President Obama’s new job-creation proposals have a national scope. Fine and good. But which areas of the country need the prescribed help most? Recent MetroTrends analysis indicates that metros in the Midwest and Northeast have fared the best while metros in states hit hardest by the housing crisis-- such as Florida, Nevada, and California-- have suffered the most in the Great Recession.
To improve understanding of these changes geographically and over time, MetroTrends has created interactive visualizations based on data from our nation’s metropolitan areas. Like the first, pictured here, each visualization will allow users to digest data in seconds, explore individual metro-level trends with the click of a mouse, and download data in an easy-to-use format for further analysis.

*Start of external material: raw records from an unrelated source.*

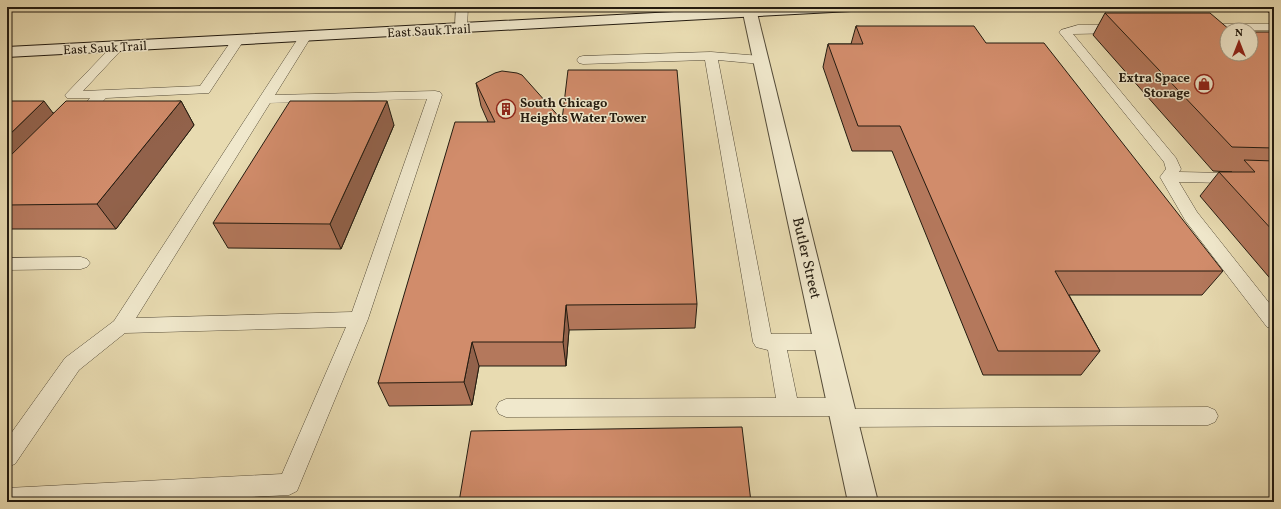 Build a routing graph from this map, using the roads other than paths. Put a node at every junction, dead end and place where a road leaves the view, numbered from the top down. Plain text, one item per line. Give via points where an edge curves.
1 (462, 7) edge
2 (851, 7) edge
3 (1271, 7) edge
4 (1274, 9) edge
5 (748, 10) edge
6 (1274, 27) edge
7 (461, 28) junction
8 (1135, 28) edge
9 (1194, 28) edge
10 (1259, 28) edge
11 (1219, 29) edge
12 (305, 37) junction
13 (238, 40) junction
14 (118, 47) junction
15 (7, 52) edge
16 (711, 56) junction
17 (583, 60) dead end
18 (761, 60) junction
19 (102, 94) junction
20 (266, 99) junction
21 (70, 127) edge
22 (1168, 177) junction
23 (1274, 179) edge
24 (81, 263) dead end
25 (7, 264) edge
26 (359, 320) junction
27 (1274, 322) edge
28 (121, 326) junction
29 (776, 342) junction
30 (827, 342) junction
31 (788, 407) junction
32 (506, 408) dead end
33 (843, 412) junction
34 (1208, 416) dead end
35 (7, 457) edge
36 (7, 499) edge
37 (863, 502) edge

1 - 7 lane
2 - 5 main road, East Sauk Trail
3 - 4 main road
5 - 7 main road, East Sauk Trail
5 - 18 main road, Butler Street
6 - 10 lane
7 - 12 main road, East Sauk Trail
8 - 22 lane via 1078,29 1065,32 1171,160 1174,169
9 - 11 lane
12 - 13 main road, East Sauk Trail
12 - 20 lane
13 - 14 main road, East Sauk Trail
13 - 19 lane via 204,90
14 - 15 main road, East Sauk Trail
14 - 19 lane via 72,95
16 - 17 lane
16 - 18 lane
16 - 29 lane via 763,342
18 - 30 main road, Butler Street
19 - 21 lane
20 - 26 lane via 435,95
20 - 28 lane
22 - 23 lane
22 - 27 lane via 1191,216
24 - 25 lane
26 - 28 lane
26 - 36 lane via 289,484
28 - 35 lane via 72,364
29 - 30 lane
29 - 31 lane
30 - 33 main road, Butler Street
31 - 32 lane
31 - 33 lane
33 - 34 lane
33 - 37 main road, Butler Street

Click the image below to begin exploring.
Two years after the recession officially ended, unemployment has remained relatively unchanged in 66 of the top 100 metros, improved in 23, and worsened in 11. While metro areas like Fresno, El Paso, and Miami have seen unemployment rates rise, a surprising number of metros resemble Cleveland and Detroit, where unemployment has fallen.
Of course, each metropolitan area has a unique story. But looking more closely at the metropolitan areas that have fared best in hard times should help our leaders craft policy that helps the overwhelming number of metros where high unemployment still exists.
We invite you to explore the data to uncover critical insights and interesting national, regional, and local stories.